Madrid, March 31 (Inditop.com/EFE) The unemployment rate in Spain will rise to 19.4 percent this year and 19.7 percent in 2011, the country’s central bank has said.

Job creation will not start until the “final quarters” of 2011, the Banco de Espana said Tuesday in a report on the economic outlook for the country.

The central bank’s job creation forecast, however, differs from the one issued by the government, which expects news jobs to be created between late 2010 and early 2011.

Spain’s unemployment rate currently stands at 18.8 percent, making it the second-ranked country in the EU behind Latvia.
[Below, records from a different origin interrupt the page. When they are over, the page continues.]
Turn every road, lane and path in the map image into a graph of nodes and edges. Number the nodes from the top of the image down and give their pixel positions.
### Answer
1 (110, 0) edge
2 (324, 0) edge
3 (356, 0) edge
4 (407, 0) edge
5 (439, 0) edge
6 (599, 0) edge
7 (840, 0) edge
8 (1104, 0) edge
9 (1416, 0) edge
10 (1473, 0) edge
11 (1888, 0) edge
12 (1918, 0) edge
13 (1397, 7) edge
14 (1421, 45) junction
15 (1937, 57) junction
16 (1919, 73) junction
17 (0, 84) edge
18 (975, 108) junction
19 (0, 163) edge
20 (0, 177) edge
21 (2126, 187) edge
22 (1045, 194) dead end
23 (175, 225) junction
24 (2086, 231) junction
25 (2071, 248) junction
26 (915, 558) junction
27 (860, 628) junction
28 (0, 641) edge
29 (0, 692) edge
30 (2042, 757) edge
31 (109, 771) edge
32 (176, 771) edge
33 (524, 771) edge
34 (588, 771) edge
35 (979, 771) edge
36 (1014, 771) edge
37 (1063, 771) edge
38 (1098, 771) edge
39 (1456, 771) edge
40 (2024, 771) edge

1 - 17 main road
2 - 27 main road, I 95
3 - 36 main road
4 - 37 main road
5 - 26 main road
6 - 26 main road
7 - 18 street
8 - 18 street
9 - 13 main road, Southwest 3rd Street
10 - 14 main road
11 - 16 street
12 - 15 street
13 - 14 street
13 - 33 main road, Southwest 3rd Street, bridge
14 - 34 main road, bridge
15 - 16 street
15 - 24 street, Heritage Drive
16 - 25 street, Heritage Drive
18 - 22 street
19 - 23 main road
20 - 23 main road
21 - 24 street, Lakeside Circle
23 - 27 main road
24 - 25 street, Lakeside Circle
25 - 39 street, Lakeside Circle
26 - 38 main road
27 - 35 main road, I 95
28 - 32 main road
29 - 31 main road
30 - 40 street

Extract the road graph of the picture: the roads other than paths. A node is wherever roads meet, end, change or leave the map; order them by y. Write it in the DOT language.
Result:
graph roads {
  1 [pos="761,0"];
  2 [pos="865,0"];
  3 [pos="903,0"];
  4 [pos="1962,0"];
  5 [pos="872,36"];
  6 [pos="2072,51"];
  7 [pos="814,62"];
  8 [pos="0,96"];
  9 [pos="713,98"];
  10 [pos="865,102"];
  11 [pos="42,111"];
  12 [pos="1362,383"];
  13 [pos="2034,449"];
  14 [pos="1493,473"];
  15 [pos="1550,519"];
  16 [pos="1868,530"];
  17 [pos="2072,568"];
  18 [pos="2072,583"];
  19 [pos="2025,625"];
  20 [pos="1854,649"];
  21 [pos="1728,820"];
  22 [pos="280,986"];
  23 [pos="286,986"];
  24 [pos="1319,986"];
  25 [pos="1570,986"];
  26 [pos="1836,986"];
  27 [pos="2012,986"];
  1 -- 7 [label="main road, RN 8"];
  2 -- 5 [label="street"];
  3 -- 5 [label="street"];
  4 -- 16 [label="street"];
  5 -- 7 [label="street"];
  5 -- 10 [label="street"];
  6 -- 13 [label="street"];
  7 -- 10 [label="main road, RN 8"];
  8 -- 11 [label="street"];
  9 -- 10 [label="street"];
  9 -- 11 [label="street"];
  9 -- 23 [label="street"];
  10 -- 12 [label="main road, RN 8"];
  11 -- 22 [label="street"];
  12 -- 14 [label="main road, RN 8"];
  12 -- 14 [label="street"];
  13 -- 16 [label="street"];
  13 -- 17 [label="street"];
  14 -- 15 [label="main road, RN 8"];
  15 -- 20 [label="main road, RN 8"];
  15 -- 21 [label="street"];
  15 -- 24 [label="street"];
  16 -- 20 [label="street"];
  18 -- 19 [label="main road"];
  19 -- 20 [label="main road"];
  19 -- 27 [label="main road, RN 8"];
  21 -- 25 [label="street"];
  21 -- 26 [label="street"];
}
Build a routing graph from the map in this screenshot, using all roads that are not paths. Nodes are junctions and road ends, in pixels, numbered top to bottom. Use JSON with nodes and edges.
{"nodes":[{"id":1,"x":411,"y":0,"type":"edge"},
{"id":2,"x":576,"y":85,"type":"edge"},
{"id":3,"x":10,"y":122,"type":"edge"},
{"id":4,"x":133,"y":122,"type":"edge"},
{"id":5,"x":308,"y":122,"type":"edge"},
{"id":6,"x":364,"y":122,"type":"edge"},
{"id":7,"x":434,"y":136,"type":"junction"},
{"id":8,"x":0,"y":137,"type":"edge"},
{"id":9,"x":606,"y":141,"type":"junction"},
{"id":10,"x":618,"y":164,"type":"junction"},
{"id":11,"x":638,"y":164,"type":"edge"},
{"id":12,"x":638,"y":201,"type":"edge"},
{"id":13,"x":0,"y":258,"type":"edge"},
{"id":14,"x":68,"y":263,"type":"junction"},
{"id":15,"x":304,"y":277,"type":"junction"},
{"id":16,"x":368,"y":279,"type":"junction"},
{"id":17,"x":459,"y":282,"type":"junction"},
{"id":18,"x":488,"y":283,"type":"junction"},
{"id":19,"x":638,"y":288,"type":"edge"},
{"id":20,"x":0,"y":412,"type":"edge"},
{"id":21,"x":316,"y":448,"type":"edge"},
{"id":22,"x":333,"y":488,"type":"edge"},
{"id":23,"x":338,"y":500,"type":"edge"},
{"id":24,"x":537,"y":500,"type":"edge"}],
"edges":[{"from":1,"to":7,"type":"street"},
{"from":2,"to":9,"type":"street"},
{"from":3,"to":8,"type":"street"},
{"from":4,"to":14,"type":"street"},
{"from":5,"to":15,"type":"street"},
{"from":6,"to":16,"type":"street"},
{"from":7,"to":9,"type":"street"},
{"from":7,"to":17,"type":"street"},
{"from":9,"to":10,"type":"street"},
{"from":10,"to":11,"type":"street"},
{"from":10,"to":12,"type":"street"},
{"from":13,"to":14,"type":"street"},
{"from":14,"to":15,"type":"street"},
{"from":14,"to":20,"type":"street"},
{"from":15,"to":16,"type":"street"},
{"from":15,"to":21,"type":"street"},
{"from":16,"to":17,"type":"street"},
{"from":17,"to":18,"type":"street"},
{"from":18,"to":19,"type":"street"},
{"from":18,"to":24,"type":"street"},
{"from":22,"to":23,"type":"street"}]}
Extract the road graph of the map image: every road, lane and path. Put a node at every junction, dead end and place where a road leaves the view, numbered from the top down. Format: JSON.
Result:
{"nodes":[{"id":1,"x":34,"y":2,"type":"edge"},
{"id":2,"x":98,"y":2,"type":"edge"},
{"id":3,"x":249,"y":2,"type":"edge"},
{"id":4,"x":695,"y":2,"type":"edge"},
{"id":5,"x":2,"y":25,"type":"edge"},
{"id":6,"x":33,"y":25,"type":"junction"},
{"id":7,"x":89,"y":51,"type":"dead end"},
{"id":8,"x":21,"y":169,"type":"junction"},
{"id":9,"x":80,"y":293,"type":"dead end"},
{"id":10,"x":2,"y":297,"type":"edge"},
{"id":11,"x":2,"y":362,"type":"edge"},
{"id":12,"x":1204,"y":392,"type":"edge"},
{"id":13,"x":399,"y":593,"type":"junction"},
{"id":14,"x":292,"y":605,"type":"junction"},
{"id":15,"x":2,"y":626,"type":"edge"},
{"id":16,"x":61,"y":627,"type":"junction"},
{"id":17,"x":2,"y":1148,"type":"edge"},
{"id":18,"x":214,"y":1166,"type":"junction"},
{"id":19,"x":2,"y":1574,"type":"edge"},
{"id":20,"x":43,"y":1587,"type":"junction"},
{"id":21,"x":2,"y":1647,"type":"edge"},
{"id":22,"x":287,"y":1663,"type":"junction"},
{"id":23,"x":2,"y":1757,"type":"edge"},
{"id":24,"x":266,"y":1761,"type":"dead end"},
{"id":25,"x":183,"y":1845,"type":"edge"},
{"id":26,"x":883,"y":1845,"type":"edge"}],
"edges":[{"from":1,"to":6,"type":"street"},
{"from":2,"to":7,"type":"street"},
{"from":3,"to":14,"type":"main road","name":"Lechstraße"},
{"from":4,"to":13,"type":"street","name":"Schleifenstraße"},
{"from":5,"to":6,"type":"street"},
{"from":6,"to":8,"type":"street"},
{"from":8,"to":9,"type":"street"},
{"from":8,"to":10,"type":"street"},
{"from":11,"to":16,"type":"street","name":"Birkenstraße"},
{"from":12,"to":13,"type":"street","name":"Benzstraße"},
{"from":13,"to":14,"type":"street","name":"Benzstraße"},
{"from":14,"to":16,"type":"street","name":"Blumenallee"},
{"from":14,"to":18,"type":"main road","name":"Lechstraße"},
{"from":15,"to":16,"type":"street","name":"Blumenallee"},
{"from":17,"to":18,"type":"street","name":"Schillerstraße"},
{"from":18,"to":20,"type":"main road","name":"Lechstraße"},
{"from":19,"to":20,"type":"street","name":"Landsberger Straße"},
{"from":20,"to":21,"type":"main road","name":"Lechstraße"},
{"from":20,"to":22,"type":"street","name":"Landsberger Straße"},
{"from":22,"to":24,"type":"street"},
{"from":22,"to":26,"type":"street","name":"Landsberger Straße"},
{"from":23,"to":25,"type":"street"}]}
The Banco de Espana said it expected the economy to contract by 0.4 percent this year, or one-tenth more than the government’s forecast.

The bank is forecasting economic growth of 0.8 percent for 2011, a figure that is one percentage point below the government’s macroeconomic forecast.

The contraction in economic activity this year and its “modest rise” in 2011 will lead, in the absence of structural reforms, to a drop in employment in both years, the report said.

The central bank, however, expects job destruction to be “very small” in 2011 on an average annual basis, with the labour market having a “temporary profile of gradual improvement.”

This positive trend will be more clear in the private sector since the government announced plans to reduce public sector employment as part of its budget consolidation programme, it said.

Wages, meanwhile, are expected to experience “a very notable slowdown” in 2010 of up to 1.5 percent and a drop of some 1.4 percent next year, the central bank said.